When Bishop Keating was alive the chancery had two floors in the multi story building. Now it not only occupies the entire building, but has outgrown it and has offices in other locations as well.
If you read my blog regularly, you know that Bishop Burbidge was the secretary of the Papal Foundation, the organization that scandalously gave $25 million to a dermatology hospital in Rome at Pope Francis' request. While Burbidge was secretary, disgraced bishop of Wheeling, Michael Bransfield was president and Cardinal Donald Wuerl was Chairman of the Board with Theodore McCarrick among the board members. For more about the Foundation read these Les Femmes posts here and here and here and here.

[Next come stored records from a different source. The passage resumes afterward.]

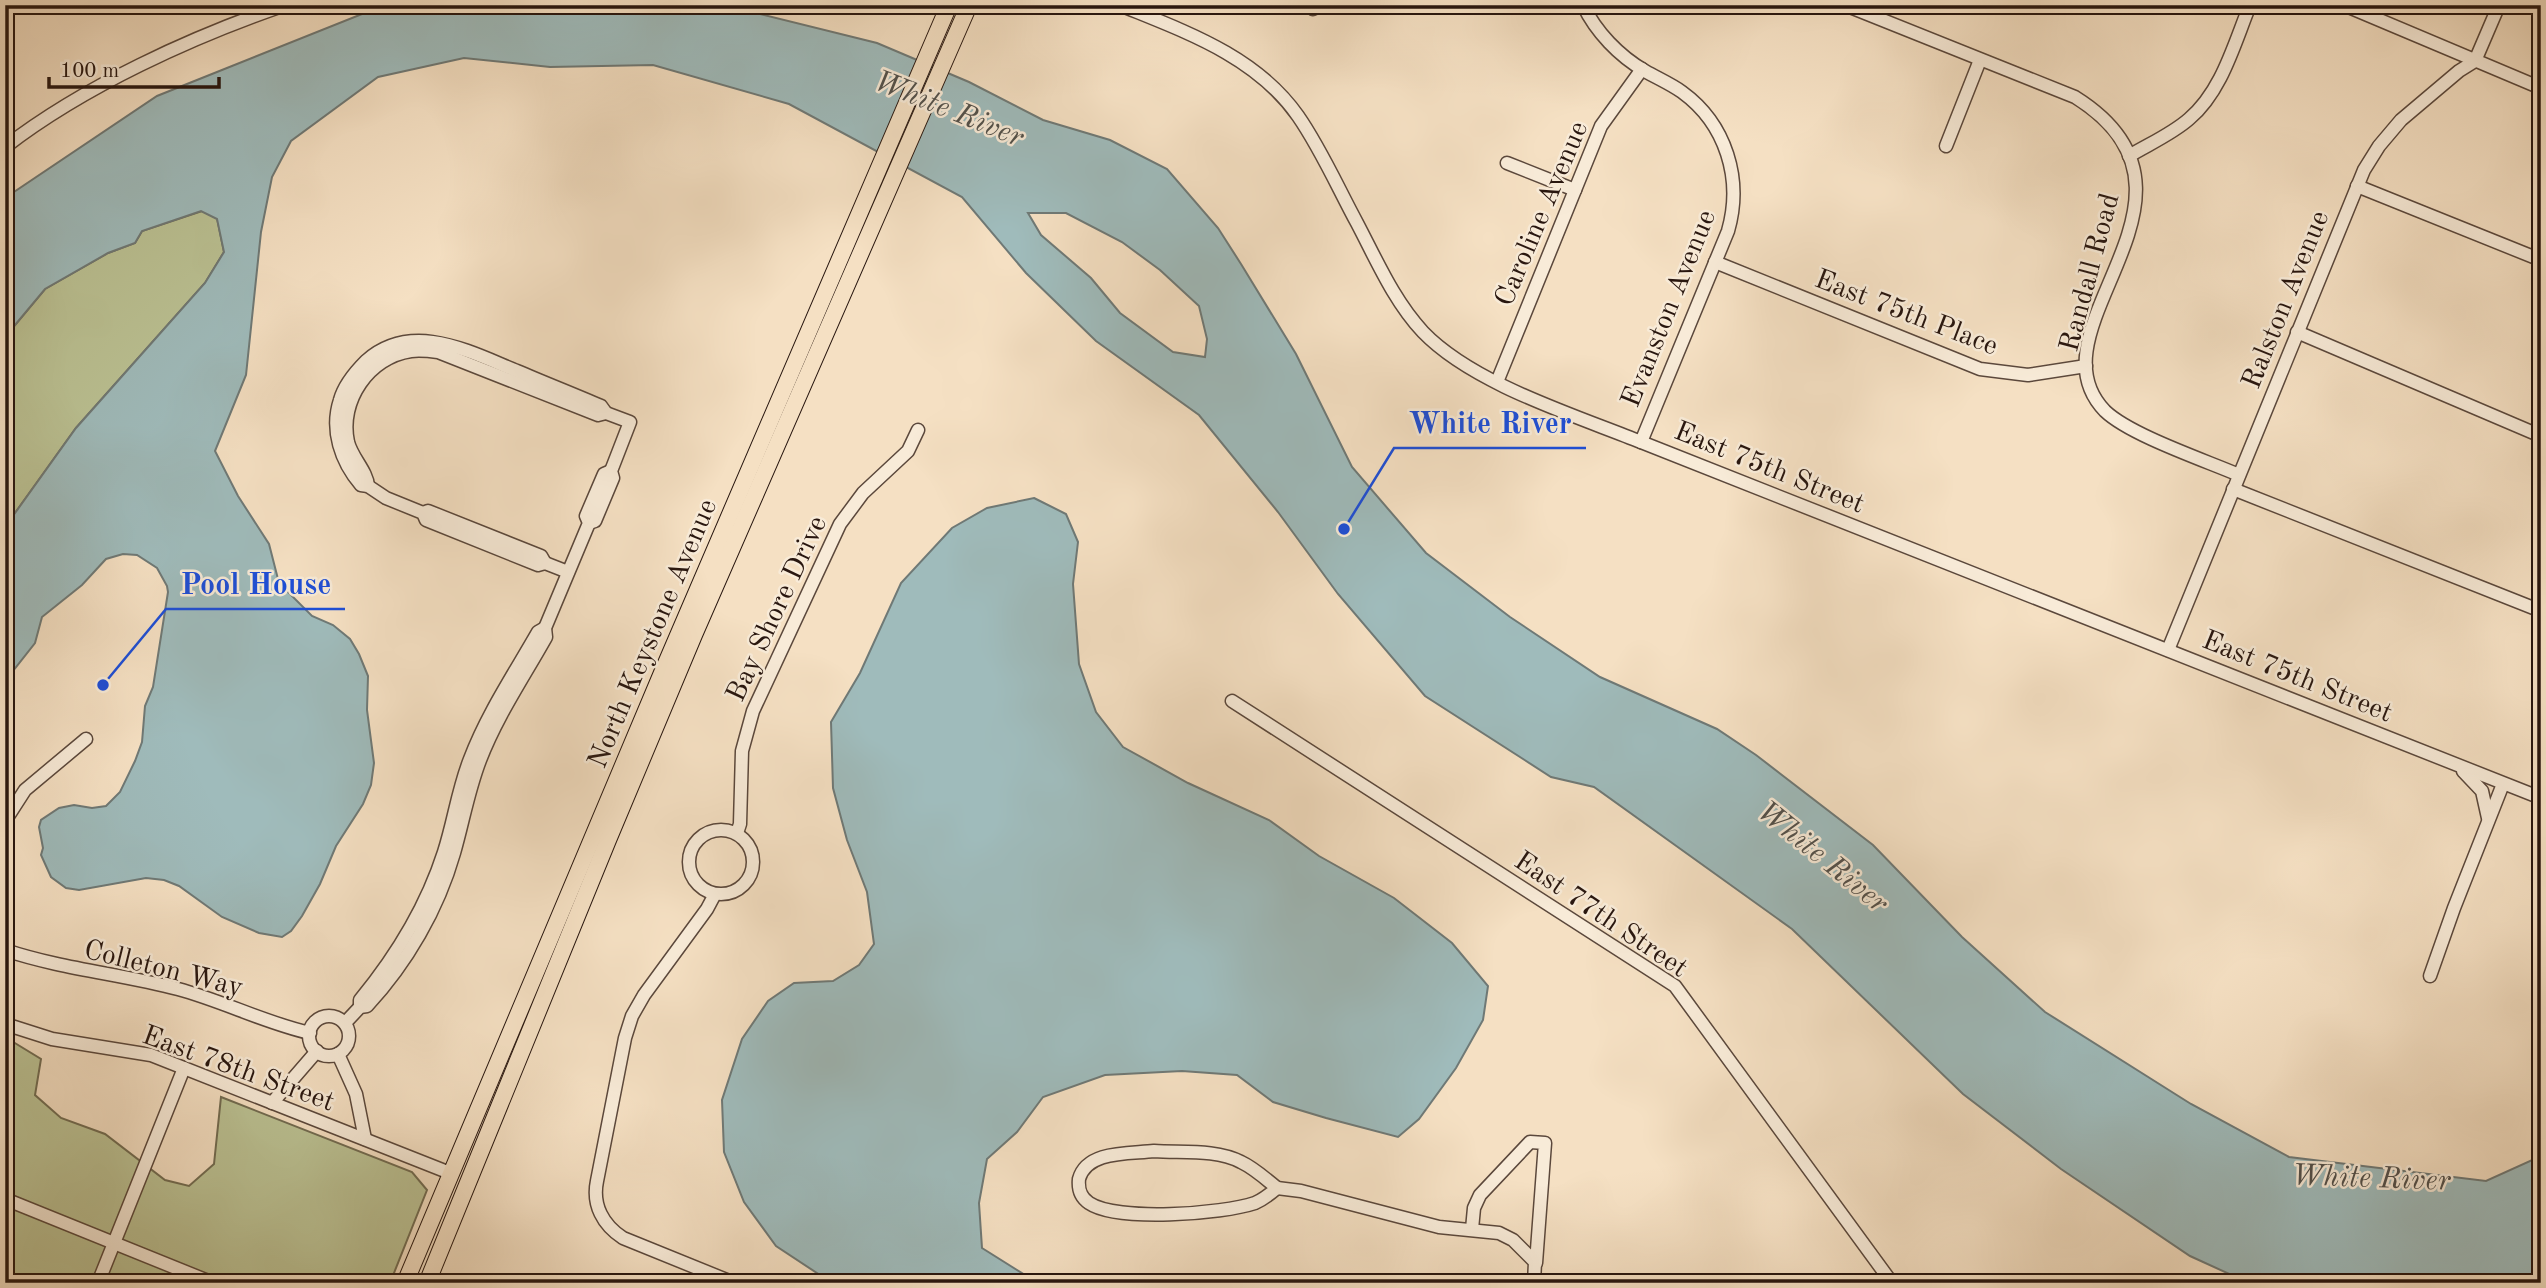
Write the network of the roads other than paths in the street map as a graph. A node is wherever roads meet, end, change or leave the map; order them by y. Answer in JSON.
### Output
{"nodes":[{"id":1,"x":285,"y":5,"type":"edge"},
{"id":2,"x":949,"y":5,"type":"edge"},
{"id":3,"x":969,"y":5,"type":"edge"},
{"id":4,"x":1120,"y":5,"type":"edge"},
{"id":5,"x":1583,"y":5,"type":"edge"},
{"id":6,"x":1845,"y":5,"type":"edge"},
{"id":7,"x":2250,"y":5,"type":"edge"},
{"id":8,"x":2344,"y":5,"type":"edge"},
{"id":9,"x":2499,"y":5,"type":"edge"},
{"id":10,"x":1980,"y":60,"type":"junction"},
{"id":11,"x":2475,"y":61,"type":"junction"},
{"id":12,"x":1642,"y":69,"type":"junction"},
{"id":13,"x":2541,"y":88,"type":"edge"},
{"id":14,"x":1946,"y":146,"type":"dead end"},
{"id":15,"x":5,"y":147,"type":"edge"},
{"id":16,"x":2129,"y":156,"type":"junction"},
{"id":17,"x":1507,"y":163,"type":"dead end"},
{"id":18,"x":2357,"y":186,"type":"junction"},
{"id":19,"x":1575,"y":190,"type":"junction"},
{"id":20,"x":2541,"y":260,"type":"edge"},
{"id":21,"x":1715,"y":262,"type":"junction"},
{"id":22,"x":824,"y":317,"type":"junction"},
{"id":23,"x":2297,"y":332,"type":"junction"},
{"id":24,"x":2086,"y":366,"type":"junction"},
{"id":25,"x":1497,"y":382,"type":"junction"},
{"id":26,"x":918,"y":430,"type":"dead end"},
{"id":27,"x":2541,"y":436,"type":"edge"},
{"id":28,"x":1641,"y":442,"type":"junction"},
{"id":29,"x":2239,"y":475,"type":"junction"},
{"id":30,"x":2233,"y":489,"type":"junction"},
{"id":31,"x":568,"y":572,"type":"junction"},
{"id":32,"x":2541,"y":611,"type":"edge"},
{"id":33,"x":2168,"y":650,"type":"junction"},
{"id":34,"x":1232,"y":701,"type":"dead end"},
{"id":35,"x":86,"y":739,"type":"dead end"},
{"id":36,"x":2448,"y":761,"type":"junction"},
{"id":37,"x":2503,"y":784,"type":"junction"},
{"id":38,"x":2541,"y":798,"type":"edge"},
{"id":39,"x":5,"y":821,"type":"edge"},
{"id":40,"x":2488,"y":822,"type":"junction"},
{"id":41,"x":737,"y":834,"type":"junction"},
{"id":42,"x":715,"y":894,"type":"junction"},
{"id":43,"x":5,"y":950,"type":"edge"},
{"id":44,"x":2430,"y":976,"type":"dead end"},
{"id":45,"x":345,"y":1023,"type":"junction"},
{"id":46,"x":5,"y":1024,"type":"edge"},
{"id":47,"x":310,"y":1033,"type":"junction"},
{"id":48,"x":317,"y":1051,"type":"junction"},
{"id":49,"x":338,"y":1054,"type":"junction"},
{"id":50,"x":184,"y":1068,"type":"junction"},
{"id":51,"x":272,"y":1103,"type":"junction"},
{"id":52,"x":365,"y":1139,"type":"junction"},
{"id":53,"x":450,"y":1173,"type":"junction"},
{"id":54,"x":1277,"y":1188,"type":"junction"},
{"id":55,"x":5,"y":1199,"type":"edge"},
{"id":56,"x":1472,"y":1229,"type":"junction"},
{"id":57,"x":113,"y":1241,"type":"junction"},
{"id":58,"x":1536,"y":1263,"type":"junction"},
{"id":59,"x":98,"y":1283,"type":"edge"},
{"id":60,"x":213,"y":1283,"type":"edge"},
{"id":61,"x":405,"y":1283,"type":"edge"},
{"id":62,"x":427,"y":1283,"type":"edge"},
{"id":63,"x":734,"y":1283,"type":"edge"},
{"id":64,"x":1534,"y":1283,"type":"edge"},
{"id":65,"x":1892,"y":1283,"type":"edge"}],
"edges":[{"from":1,"to":15,"type":"street"},
{"from":2,"to":22,"type":"main road","name":"North Keystone Avenue"},
{"from":3,"to":22,"type":"main road","name":"North Keystone Avenue"},
{"from":4,"to":25,"type":"street","name":"East 75th Street"},
{"from":5,"to":12,"type":"street","name":"Evanston Avenue"},
{"from":6,"to":10,"type":"street","name":"Randall Road"},
{"from":7,"to":16,"type":"street"},
{"from":8,"to":11,"type":"street"},
{"from":9,"to":11,"type":"street"},
{"from":10,"to":14,"type":"street"},
{"from":10,"to":16,"type":"street","name":"Randall Road"},
{"from":11,"to":13,"type":"street"},
{"from":11,"to":18,"type":"street","name":"Ralston Avenue"},
{"from":12,"to":19,"type":"street","name":"Caroline Avenue"},
{"from":12,"to":21,"type":"street","name":"Evanston Avenue"},
{"from":16,"to":24,"type":"street","name":"Randall Road"},
{"from":17,"to":19,"type":"street"},
{"from":18,"to":20,"type":"street"},
{"from":18,"to":23,"type":"street","name":"Ralston Avenue"},
{"from":19,"to":25,"type":"street","name":"Caroline Avenue"},
{"from":21,"to":24,"type":"street","name":"East 75th Place"},
{"from":21,"to":28,"type":"street","name":"Evanston Avenue"},
{"from":22,"to":53,"type":"main road","name":"North Keystone Avenue"},
{"from":22,"to":62,"type":"main road","name":"North Keystone Avenue"},
{"from":23,"to":27,"type":"street"},
{"from":23,"to":29,"type":"street","name":"Ralston Avenue"},
{"from":24,"to":29,"type":"street","name":"Randall Road"},
{"from":25,"to":28,"type":"street","name":"East 75th Street"},
{"from":26,"to":41,"type":"street","name":"Bay Shore Drive"},
{"from":28,"to":33,"type":"street","name":"East 75th Street"},
{"from":29,"to":30,"type":"street","name":"Ralston Avenue"},
{"from":30,"to":32,"type":"street"},
{"from":30,"to":33,"type":"street","name":"Ralston Avenue"},
{"from":31,"to":31,"type":"street"},
{"from":31,"to":45,"type":"street"},
{"from":33,"to":36,"type":"street","name":"East 75th Street"},
{"from":34,"to":65,"type":"street","name":"East 77th Street"},
{"from":35,"to":39,"type":"street"},
{"from":36,"to":37,"type":"street","name":"East 75th Street"},
{"from":36,"to":40,"type":"street"},
{"from":37,"to":38,"type":"street","name":"East 75th Street"},
{"from":37,"to":40,"type":"street"},
{"from":40,"to":44,"type":"street"},
{"from":41,"to":42,"type":"street"},
{"from":41,"to":42,"type":"street"},
{"from":42,"to":63,"type":"street"},
{"from":43,"to":47,"type":"street","name":"Colleton Way"},
{"from":45,"to":47,"type":"street"},
{"from":45,"to":49,"type":"street"},
{"from":46,"to":50,"type":"street","name":"East 78th Street"},
{"from":47,"to":48,"type":"street"},
{"from":48,"to":49,"type":"street"},
{"from":48,"to":51,"type":"street"},
{"from":49,"to":52,"type":"street"},
{"from":50,"to":51,"type":"street","name":"East 78th Street"},
{"from":50,"to":57,"type":"street"},
{"from":51,"to":52,"type":"street","name":"East 78th Street"},
{"from":52,"to":53,"type":"street","name":"East 78th Street"},
{"from":53,"to":61,"type":"main road","name":"North Keystone Avenue"},
{"from":54,"to":54,"type":"street"},
{"from":54,"to":56,"type":"street"},
{"from":55,"to":57,"type":"street"},
{"from":56,"to":58,"type":"street"},
{"from":56,"to":58,"type":"street"},
{"from":57,"to":59,"type":"street"},
{"from":57,"to":60,"type":"street"},
{"from":58,"to":64,"type":"street"}]}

Excuse me if I'm not rushing to join Bishop Burbidge's cheering section. And this cloying interview did nothing to secure my confidence that Bishop Burbidge will help clean up the Church. As far as I can tell from recent incidents, he will happily throw good priests under the bus rather than defend them. That is no way to treat your spiritual sons. I tell my priest friends, "Watch your backs. All it takes is one false accusation from a disgruntled liberal Catholic parishioner and you will be out in a flash." And I certainly can't see Bishop Burbidge engaging in fraternal correction of Pope Francis. Can you?